EXERCISE GOAL: Work out how many lines in the data below include "Lintang", then reply with that number only.
>>>
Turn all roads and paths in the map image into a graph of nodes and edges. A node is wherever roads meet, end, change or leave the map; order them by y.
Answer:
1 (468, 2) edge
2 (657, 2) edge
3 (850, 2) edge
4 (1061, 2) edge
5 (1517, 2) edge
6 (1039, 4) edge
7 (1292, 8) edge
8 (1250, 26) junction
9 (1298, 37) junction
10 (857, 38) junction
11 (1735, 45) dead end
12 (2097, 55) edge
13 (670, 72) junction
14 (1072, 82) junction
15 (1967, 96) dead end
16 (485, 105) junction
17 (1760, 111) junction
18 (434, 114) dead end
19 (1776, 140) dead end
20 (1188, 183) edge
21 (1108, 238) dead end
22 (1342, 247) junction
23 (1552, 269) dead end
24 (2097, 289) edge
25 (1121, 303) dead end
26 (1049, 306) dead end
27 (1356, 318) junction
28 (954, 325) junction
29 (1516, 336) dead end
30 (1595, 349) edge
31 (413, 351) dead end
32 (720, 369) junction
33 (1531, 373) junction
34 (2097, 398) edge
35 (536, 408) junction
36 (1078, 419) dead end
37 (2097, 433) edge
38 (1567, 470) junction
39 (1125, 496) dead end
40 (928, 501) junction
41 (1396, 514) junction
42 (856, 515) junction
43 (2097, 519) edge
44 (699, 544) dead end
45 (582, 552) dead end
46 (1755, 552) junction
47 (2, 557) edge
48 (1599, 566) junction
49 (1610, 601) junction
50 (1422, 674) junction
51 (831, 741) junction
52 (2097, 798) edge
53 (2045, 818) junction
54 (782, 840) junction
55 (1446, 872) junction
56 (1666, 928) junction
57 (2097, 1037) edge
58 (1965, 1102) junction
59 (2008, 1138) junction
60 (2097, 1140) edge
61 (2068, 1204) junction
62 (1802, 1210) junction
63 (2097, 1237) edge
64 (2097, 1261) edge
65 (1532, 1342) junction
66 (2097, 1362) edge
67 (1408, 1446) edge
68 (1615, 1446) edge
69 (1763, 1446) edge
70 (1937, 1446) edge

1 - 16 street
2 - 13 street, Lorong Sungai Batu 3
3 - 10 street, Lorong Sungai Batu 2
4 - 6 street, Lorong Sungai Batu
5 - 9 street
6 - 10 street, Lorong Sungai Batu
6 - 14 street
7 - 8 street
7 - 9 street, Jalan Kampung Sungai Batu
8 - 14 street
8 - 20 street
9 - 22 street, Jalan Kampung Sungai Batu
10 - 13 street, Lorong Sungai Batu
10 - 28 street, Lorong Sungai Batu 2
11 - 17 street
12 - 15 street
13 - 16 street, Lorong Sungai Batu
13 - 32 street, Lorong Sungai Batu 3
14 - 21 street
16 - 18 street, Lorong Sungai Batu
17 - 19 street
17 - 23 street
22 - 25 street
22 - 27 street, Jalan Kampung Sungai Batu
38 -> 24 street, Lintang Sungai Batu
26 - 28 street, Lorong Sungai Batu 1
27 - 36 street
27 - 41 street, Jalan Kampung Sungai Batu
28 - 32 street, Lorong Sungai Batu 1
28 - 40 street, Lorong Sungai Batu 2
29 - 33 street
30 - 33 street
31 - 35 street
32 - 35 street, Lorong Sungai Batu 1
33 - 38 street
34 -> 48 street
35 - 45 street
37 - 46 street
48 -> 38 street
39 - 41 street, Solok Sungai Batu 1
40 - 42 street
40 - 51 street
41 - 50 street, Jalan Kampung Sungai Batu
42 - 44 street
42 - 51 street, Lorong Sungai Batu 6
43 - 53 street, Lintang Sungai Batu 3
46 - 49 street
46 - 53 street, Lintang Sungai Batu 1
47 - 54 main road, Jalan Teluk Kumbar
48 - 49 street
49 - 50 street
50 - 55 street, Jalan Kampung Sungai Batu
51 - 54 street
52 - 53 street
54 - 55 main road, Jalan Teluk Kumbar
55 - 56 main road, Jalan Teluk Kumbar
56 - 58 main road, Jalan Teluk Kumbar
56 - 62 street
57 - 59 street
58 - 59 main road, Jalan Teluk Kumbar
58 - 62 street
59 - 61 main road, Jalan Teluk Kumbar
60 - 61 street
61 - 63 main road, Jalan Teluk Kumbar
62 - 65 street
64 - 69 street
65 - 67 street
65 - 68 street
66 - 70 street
<<<
WRITTEN RESPONSE: 3